Over two and a half years and three seasons, The Assembly has produced 19 episodes and interviewed guests ranging from the Prime Minister to actors and athletes. That's the visible outcome. The more important question, at least for me, is what counts as success for the people doing the interviewing.

Helen and James want to break down popular misconceptions about autism and learning Photo: Chris Barlow.
It isn't one thing, and it isn't always what ends up on screen. Success might be asking a question in a room that feels manageable. It might be staying for the full session. It might also be leaving the room when that's what's needed, or asking for an adjustment that makes participation possible. It might be deciding that this is something you want to keep doing.
"We did studies with Helen on campus, where we gained the theoretical knowledge that we'd later put into practice in our filming sessions with Leigh Sales," Rapp says.
"I found that journalism really suited me, and as a result, I've changed my degree so I can continue exploring it."
There's also a tension running through the work that you must stay alert to.
The will to do good is not neutral. It can tip into something controlling if you're not careful, particularly in a production environment with cameras, schedules and outcomes to meet. You can over-direct. You can smooth out difference in the name of support. Avoiding that means holding back at times and letting things unfold in ways that don't fit neat expectations.

James changed his degree after an "overwhelmingly positive" experience starring on The Assembly. Photo: Chris Barlow.
"Many of my cast mates had never been to university before," Rapp says, "and some had unsuccessful experiences with higher education.
"To go into an environment where the professors are attuned to all of our needs was an overwhelmingly positive experience."
The media still tends to present autism in narrow ways. Often flattened, often gendered, often reduced to a limited emotional range. That's not what I've seen through The Assembly. What I've seen is variation: different ways of communicating, different ways of thinking, and different ways of being present in a conversation.
"I think the biggest misconception about people with autism is that we're all the same," Rapp agrees. "People forget the word 'spectrum' and assume that all autistic people have certain traits, largely based on depictions in popular culture.
"When you watch our show, you see that spectrum amongst the 19 of us in the cast. We're all different and have different strengths, challenges, abilities, and interests."

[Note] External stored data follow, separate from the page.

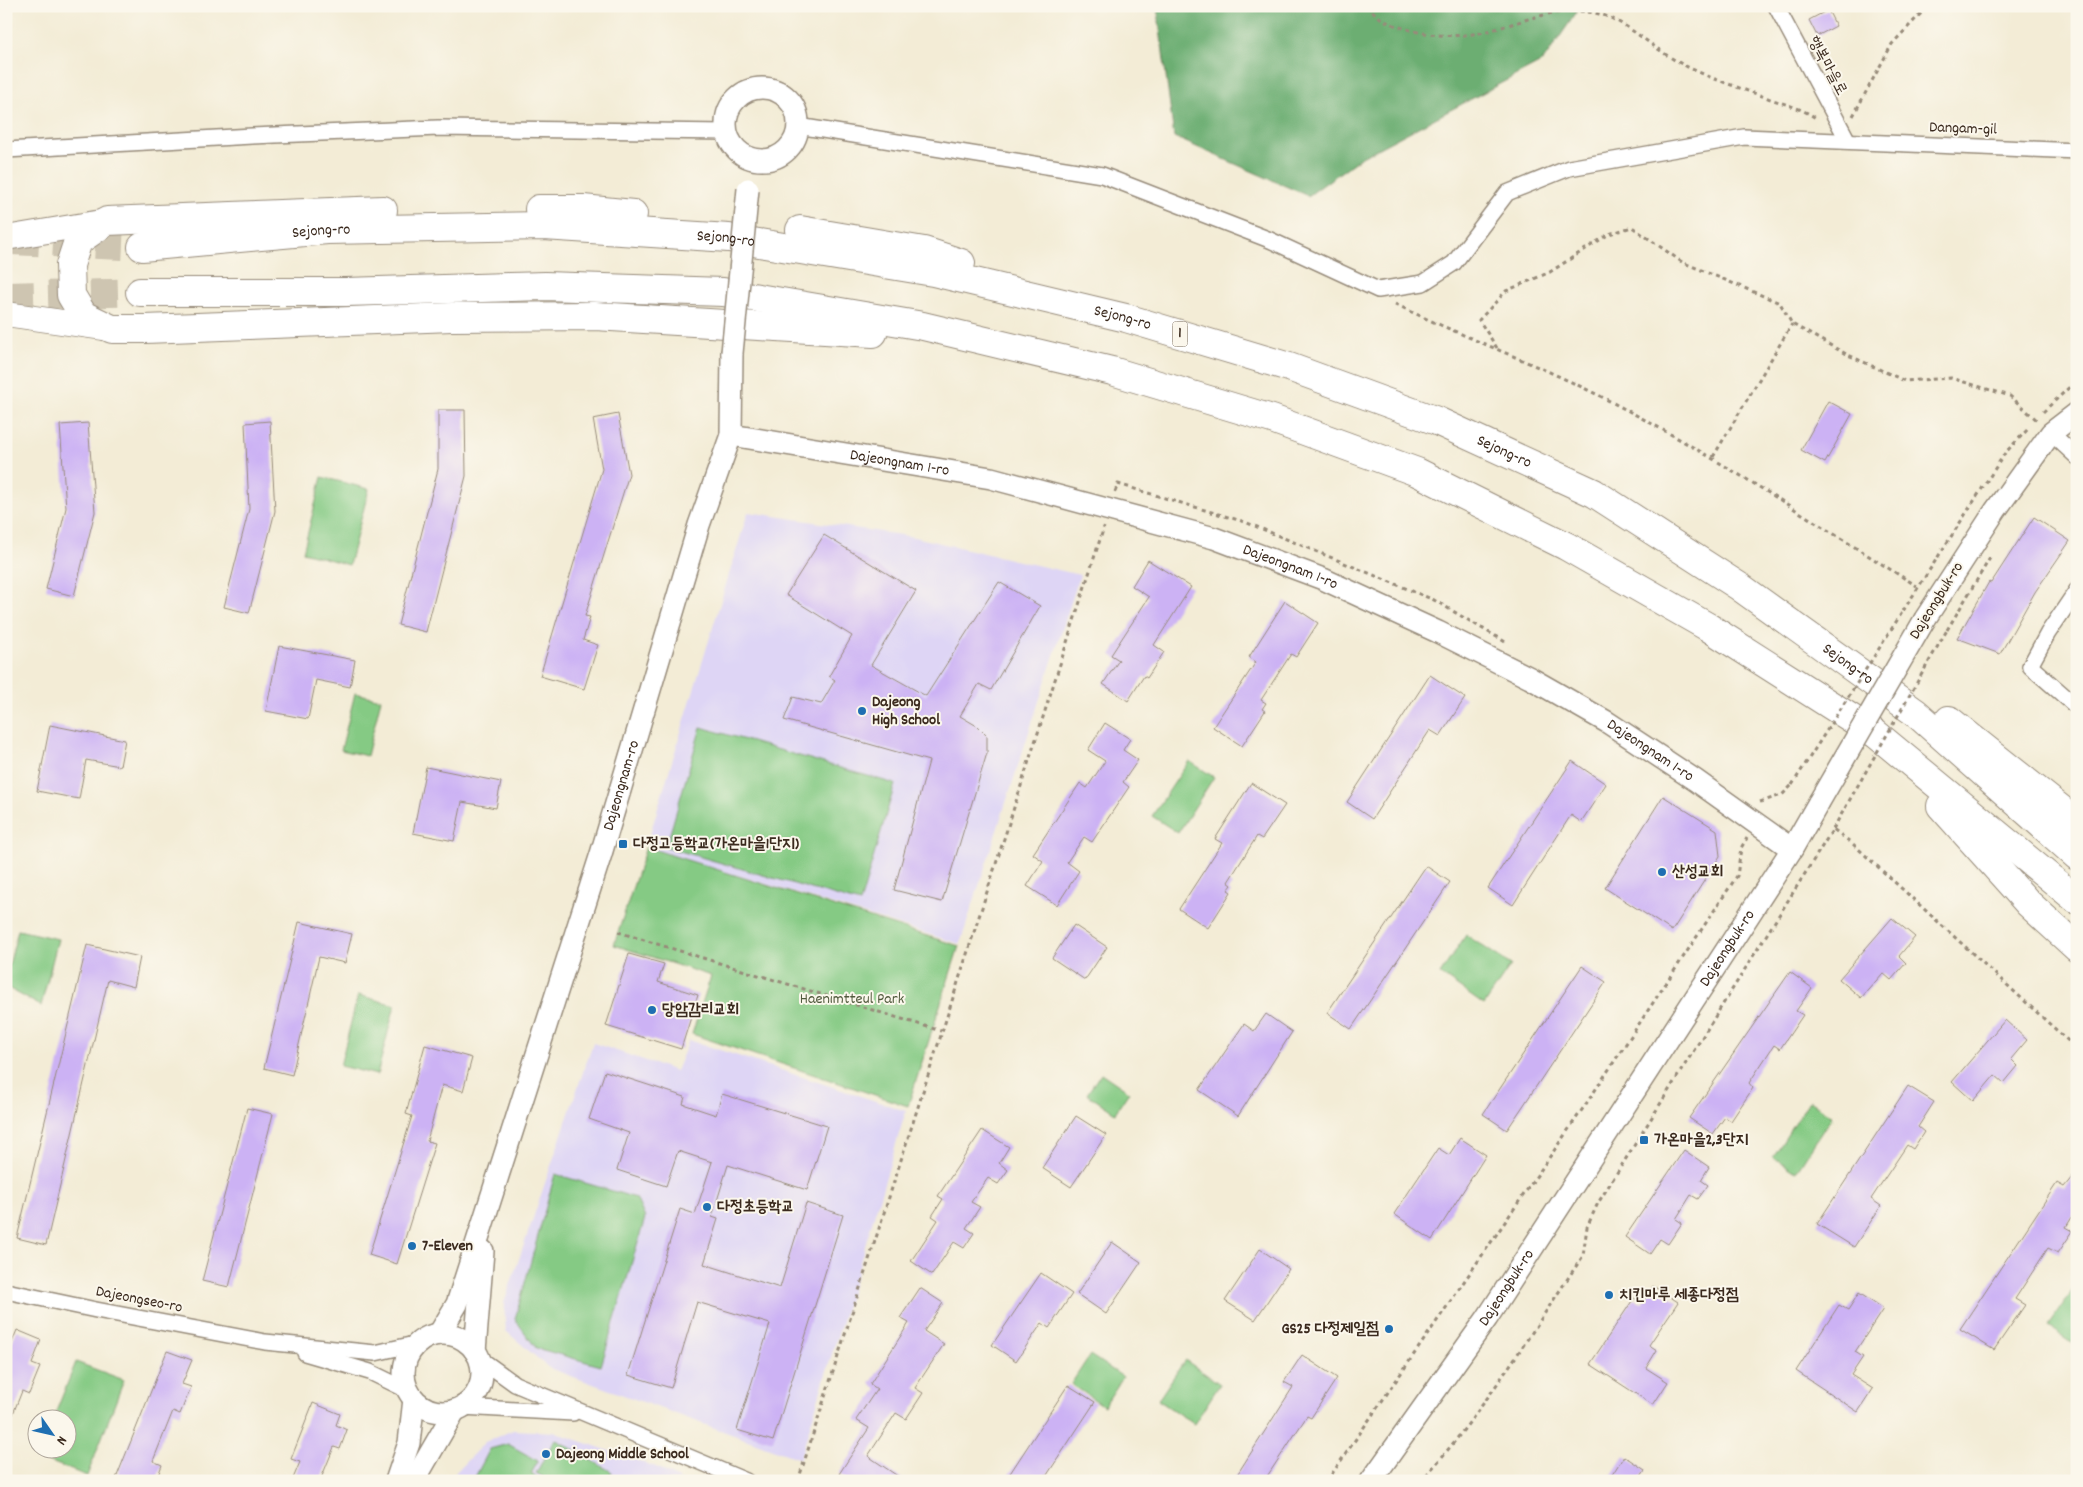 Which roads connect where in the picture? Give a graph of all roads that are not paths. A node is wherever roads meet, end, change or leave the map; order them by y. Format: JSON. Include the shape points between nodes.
{"nodes":[{"id":1,"x":1776,"y":6,"type":"edge"},
{"id":2,"x":798,"y":126,"type":"junction"},
{"id":3,"x":726,"y":132,"type":"junction"},
{"id":4,"x":1848,"y":141,"type":"junction"},
{"id":5,"x":6,"y":150,"type":"edge"},
{"id":6,"x":2077,"y":151,"type":"edge"},
{"id":7,"x":755,"y":160,"type":"junction"},
{"id":8,"x":107,"y":221,"type":"junction"},
{"id":9,"x":6,"y":238,"type":"edge"},
{"id":10,"x":142,"y":247,"type":"tunnel mouth"},
{"id":11,"x":140,"y":292,"type":"tunnel mouth"},
{"id":12,"x":6,"y":314,"type":"edge"},
{"id":13,"x":1126,"y":318,"type":"junction"},
{"id":14,"x":112,"y":329,"type":"junction"},
{"id":15,"x":1020,"y":349,"type":"junction"},
{"id":16,"x":2077,"y":413,"type":"edge"},
{"id":17,"x":2051,"y":432,"type":"junction"},
{"id":18,"x":731,"y":435,"type":"junction"},
{"id":19,"x":2077,"y":457,"type":"edge"},
{"id":20,"x":1740,"y":588,"type":"junction"},
{"id":21,"x":2077,"y":590,"type":"edge"},
{"id":22,"x":2077,"y":708,"type":"edge"},
{"id":23,"x":1876,"y":734,"type":"junction"},
{"id":24,"x":2077,"y":822,"type":"edge"},
{"id":25,"x":1792,"y":849,"type":"junction"},
{"id":26,"x":2077,"y":856,"type":"edge"},
{"id":27,"x":2077,"y":900,"type":"edge"},
{"id":28,"x":2077,"y":948,"type":"edge"},
{"id":29,"x":486,"y":1213,"type":"junction"},
{"id":30,"x":6,"y":1291,"type":"edge"},
{"id":31,"x":439,"y":1334,"type":"junction"},
{"id":32,"x":265,"y":1342,"type":"junction"},
{"id":33,"x":418,"y":1343,"type":"junction"},
{"id":34,"x":477,"y":1354,"type":"junction"},
{"id":35,"x":411,"y":1395,"type":"junction"},
{"id":36,"x":458,"y":1409,"type":"junction"},
{"id":37,"x":582,"y":1413,"type":"junction"},
{"id":38,"x":396,"y":1481,"type":"edge"},
{"id":39,"x":414,"y":1481,"type":"edge"},
{"id":40,"x":746,"y":1481,"type":"edge"},
{"id":41,"x":1371,"y":1481,"type":"edge"}],
"edges":[{"from":1,"to":4,"type":"street","name":"행복마을로"},
{"from":2,"to":3,"type":"street","via":[[789,99],[768,88],[756,88],[745,92],[729,109]]},
{"from":2,"to":4,"type":"street","name":"Dangam-gil","via":[[1102,175],[1270,240],[1378,290],[1423,283],[1454,262],[1507,193],[1568,168],[1744,137]]},
{"from":2,"to":7,"type":"street","via":[[791,146],[783,154],[771,160]]},
{"from":3,"to":5,"type":"street","via":[[438,128]]},
{"from":3,"to":7,"type":"street","via":[[738,152]]},
{"from":4,"to":6,"type":"street","name":"Dangam-gil"},
{"from":7,"to":18,"type":"street","name":"Dajeongnam-ro","bridge":true,"via":[[748,190],[732,353]]},
{"from":8,"to":9,"type":"main road"},
{"from":8,"to":13,"type":"highway","via":[[340,210],[583,209],[772,227],[924,251]]},
{"from":8,"to":14,"type":"highway","via":[[78,241],[70,265],[71,295],[83,315]]},
{"from":10,"to":13,"type":"highway","name":"Sejong-ro","number":"1","via":[[327,230],[524,226],[729,238],[933,272]]},
{"from":11,"to":15,"type":"highway","via":[[346,292],[545,286],[723,292],[922,326]]},
{"from":12,"to":14,"type":"main road"},
{"from":13,"to":20,"type":"highway","name":"Sejong-ro","number":"1","via":[[1289,367],[1437,421],[1594,493]]},
{"from":14,"to":15,"type":"highway","via":[[452,317],[595,316],[887,334]]},
{"from":15,"to":23,"type":"highway","via":[[1112,371],[1272,419],[1417,472],[1566,546],[1683,613]]},
{"from":16,"to":17,"type":"street","name":"Dajeongbuk-ro"},
{"from":17,"to":19,"type":"street"},
{"from":17,"to":25,"type":"street","name":"Dajeongbuk-ro","bridge":true,"via":[[1925,619]]},
{"from":18,"to":25,"type":"street","name":"Dajeongnam 1-ro","via":[[991,478],[1214,538],[1323,580],[1438,632],[1530,678],[1607,722]]},
{"from":18,"to":29,"type":"street","name":"Dajeongnam-ro","via":[[699,525],[601,854]]},
{"from":20,"to":24,"type":"highway","via":[[1853,650],[1966,732]]},
{"from":20,"to":26,"type":"highway","name":"Sejong-ro","number":"1","via":[[1916,713]]},
{"from":21,"to":22,"type":"street","via":[[2030,666]]},
{"from":23,"to":27,"type":"highway"},
{"from":23,"to":28,"type":"highway","via":[[2028,903]]},
{"from":25,"to":41,"type":"street","name":"Dajeongbuk-ro","via":[[1487,1318]]},
{"from":29,"to":31,"type":"street","via":[[458,1304]]},
{"from":29,"to":34,"type":"street"},
{"from":30,"to":32,"type":"street","name":"Dajeongseo-ro"},
{"from":31,"to":33,"type":"street"},
{"from":31,"to":34,"type":"street","via":[[453,1335],[465,1341]]},
{"from":32,"to":33,"type":"street","via":[[375,1353]]},
{"from":32,"to":35,"type":"street","via":[[370,1372]]},
{"from":33,"to":35,"type":"street","via":[[408,1357],[404,1374]]},
{"from":34,"to":36,"type":"street","via":[[482,1372],[480,1386],[473,1398]]},
{"from":34,"to":37,"type":"street","via":[[515,1384]]},
{"from":35,"to":36,"type":"street","via":[[426,1408],[440,1412]]},
{"from":35,"to":38,"type":"street","via":[[409,1443]]},
{"from":36,"to":37,"type":"street"},
{"from":36,"to":39,"type":"street"},
{"from":37,"to":40,"type":"street"}]}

Helen Wolfenden is a Senior Lecturer of Radio and Journalism at Macquarie University. Photo: Chris Barlow.
I don't know if there will be another season. If there is, and they'll have me, I'll be back. But what stays with me isn't just the program itself. It's what the collaboration made possible.

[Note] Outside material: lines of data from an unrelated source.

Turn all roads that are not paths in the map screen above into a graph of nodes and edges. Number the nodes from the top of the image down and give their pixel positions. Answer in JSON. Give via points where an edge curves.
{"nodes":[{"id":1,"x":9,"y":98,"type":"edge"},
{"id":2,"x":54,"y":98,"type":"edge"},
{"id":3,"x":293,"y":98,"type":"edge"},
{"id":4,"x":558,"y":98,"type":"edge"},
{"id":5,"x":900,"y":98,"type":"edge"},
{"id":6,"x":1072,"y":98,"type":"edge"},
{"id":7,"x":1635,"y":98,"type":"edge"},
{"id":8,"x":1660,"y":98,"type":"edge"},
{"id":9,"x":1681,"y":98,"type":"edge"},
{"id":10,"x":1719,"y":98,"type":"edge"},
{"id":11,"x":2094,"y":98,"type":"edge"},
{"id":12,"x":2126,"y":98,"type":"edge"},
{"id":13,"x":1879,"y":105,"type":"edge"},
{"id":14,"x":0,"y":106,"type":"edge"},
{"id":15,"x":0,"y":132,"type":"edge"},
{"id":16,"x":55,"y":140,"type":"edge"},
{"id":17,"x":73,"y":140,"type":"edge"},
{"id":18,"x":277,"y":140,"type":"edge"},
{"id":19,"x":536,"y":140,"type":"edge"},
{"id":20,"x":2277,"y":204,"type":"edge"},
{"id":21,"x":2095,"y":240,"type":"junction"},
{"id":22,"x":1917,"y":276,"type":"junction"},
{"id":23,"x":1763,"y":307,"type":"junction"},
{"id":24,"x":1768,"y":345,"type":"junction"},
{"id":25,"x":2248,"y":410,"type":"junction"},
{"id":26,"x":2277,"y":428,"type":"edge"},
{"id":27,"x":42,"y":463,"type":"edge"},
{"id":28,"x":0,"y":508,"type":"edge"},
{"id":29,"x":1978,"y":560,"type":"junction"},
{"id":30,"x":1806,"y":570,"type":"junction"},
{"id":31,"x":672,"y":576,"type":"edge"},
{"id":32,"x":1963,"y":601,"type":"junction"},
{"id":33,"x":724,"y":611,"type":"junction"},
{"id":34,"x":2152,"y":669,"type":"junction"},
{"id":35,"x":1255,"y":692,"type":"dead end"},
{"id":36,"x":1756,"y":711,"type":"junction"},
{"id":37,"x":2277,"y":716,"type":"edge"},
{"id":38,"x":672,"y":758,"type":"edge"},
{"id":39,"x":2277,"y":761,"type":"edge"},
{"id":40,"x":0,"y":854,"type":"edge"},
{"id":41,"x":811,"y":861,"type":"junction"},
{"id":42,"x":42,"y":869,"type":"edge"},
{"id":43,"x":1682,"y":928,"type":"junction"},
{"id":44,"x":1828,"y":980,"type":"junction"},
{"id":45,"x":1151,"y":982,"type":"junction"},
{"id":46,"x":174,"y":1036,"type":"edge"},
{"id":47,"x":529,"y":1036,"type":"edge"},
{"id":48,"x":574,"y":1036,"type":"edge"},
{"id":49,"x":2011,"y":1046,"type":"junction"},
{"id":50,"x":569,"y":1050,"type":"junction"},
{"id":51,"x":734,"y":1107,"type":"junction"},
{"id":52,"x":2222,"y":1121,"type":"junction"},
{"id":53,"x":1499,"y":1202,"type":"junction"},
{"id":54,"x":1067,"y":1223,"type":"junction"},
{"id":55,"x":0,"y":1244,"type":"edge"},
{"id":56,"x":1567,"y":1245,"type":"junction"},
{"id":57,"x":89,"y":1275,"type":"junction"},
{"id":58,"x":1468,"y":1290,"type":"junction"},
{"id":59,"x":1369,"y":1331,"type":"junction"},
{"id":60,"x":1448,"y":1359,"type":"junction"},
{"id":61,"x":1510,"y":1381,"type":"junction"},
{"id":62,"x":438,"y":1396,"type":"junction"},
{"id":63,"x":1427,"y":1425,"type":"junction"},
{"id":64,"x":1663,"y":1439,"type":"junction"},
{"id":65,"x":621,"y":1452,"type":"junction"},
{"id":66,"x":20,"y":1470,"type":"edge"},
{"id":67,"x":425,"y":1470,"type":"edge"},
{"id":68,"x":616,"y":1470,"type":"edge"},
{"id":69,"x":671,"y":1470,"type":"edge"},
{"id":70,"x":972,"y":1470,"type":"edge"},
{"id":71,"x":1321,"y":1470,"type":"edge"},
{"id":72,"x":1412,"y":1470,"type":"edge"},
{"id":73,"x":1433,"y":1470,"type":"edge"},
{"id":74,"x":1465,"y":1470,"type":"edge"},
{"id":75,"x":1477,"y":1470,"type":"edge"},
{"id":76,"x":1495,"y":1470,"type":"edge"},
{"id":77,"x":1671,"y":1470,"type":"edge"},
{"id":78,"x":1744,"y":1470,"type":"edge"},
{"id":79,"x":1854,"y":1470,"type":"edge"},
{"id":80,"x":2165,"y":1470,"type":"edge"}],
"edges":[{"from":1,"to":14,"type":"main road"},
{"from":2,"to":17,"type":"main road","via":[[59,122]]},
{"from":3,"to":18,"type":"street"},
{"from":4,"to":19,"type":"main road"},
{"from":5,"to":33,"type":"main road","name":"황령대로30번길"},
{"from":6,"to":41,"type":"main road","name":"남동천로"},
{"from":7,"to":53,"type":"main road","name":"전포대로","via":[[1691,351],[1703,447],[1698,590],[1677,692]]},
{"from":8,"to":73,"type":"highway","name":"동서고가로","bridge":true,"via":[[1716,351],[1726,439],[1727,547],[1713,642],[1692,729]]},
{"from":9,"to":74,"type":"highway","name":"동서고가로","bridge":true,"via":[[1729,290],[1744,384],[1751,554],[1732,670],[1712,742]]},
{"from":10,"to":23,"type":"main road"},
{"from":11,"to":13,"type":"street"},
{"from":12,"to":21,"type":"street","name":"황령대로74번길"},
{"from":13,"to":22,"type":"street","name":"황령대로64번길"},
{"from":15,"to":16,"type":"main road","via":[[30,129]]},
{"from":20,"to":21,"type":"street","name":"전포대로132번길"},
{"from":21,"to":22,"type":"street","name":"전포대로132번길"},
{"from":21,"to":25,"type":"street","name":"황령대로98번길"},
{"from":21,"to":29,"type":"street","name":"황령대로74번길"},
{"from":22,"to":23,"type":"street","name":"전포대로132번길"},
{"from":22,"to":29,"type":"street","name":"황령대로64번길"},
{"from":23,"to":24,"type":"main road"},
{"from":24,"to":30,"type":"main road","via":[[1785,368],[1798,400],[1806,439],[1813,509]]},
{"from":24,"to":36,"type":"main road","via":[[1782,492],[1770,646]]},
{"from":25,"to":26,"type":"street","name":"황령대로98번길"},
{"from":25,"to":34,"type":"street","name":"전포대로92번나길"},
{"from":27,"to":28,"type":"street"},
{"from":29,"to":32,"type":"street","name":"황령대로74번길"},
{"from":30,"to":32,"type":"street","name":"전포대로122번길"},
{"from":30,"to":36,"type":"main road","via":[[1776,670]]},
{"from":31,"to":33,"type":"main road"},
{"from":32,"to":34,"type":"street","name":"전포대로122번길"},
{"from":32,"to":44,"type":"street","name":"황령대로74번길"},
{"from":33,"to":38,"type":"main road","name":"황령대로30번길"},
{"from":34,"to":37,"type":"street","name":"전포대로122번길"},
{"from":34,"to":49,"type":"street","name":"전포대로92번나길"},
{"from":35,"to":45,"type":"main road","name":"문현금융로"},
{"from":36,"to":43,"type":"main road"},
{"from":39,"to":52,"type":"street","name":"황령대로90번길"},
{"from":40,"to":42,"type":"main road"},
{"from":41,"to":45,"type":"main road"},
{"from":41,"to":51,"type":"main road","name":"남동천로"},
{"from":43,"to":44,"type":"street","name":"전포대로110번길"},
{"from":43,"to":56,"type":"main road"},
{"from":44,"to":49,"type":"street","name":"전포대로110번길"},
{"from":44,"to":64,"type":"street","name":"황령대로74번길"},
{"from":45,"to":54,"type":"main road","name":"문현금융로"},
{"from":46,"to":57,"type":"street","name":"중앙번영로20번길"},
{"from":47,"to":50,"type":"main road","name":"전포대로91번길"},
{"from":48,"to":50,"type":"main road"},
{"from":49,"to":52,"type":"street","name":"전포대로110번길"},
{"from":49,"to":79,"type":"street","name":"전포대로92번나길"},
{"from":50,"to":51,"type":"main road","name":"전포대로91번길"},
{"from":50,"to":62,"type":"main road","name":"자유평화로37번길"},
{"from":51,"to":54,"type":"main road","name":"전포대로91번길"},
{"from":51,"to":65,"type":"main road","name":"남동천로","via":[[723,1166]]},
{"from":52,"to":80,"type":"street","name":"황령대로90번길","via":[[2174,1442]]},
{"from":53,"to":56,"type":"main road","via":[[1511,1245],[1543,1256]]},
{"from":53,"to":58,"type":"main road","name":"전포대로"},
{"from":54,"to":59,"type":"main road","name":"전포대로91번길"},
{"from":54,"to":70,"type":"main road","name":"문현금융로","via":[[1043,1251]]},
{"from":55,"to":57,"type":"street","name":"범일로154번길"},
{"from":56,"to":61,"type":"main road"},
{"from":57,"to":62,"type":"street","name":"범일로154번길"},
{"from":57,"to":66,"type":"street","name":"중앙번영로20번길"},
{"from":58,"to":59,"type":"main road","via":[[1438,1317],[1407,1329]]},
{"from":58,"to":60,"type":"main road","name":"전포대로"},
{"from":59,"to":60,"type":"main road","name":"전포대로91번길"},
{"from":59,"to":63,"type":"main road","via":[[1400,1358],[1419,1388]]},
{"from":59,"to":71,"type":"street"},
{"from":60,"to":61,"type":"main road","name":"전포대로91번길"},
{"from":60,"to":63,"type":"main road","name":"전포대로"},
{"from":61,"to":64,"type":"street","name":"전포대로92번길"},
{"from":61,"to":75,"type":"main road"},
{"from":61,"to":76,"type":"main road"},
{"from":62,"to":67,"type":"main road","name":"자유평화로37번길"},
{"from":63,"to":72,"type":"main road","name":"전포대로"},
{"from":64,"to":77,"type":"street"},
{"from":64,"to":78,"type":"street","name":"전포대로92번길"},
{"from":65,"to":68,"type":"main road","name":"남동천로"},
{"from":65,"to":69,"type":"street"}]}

When the ABC, Helium, Aspect, and Macquarie University worked together, the result wasn't just a television program. It was a set of conditions which enabled more people to participate and gave the Australian media a greater diversity of voices.
Change the conditions, even slightly, and more becomes possible. Build environments that expect difference, and more people can take part on their own terms. On The Assembly this means that you get interviews shaped by different questions, different instincts, and a different sense of what matters. It's just the beginning of what's possible.
"I think it's so great that something like The Assembly exists," Rapp says. "Because until something's been done before, it's really hard to picture what that might look like.
"One TV series won't change the world, but when it comes to how autistic and neurodiverse people learn, it certainly shows that a different way forward is possible."
Season 3 of The Assembly premieres on Sunday, 26 April 2026, at 7:30pm on ABC TV.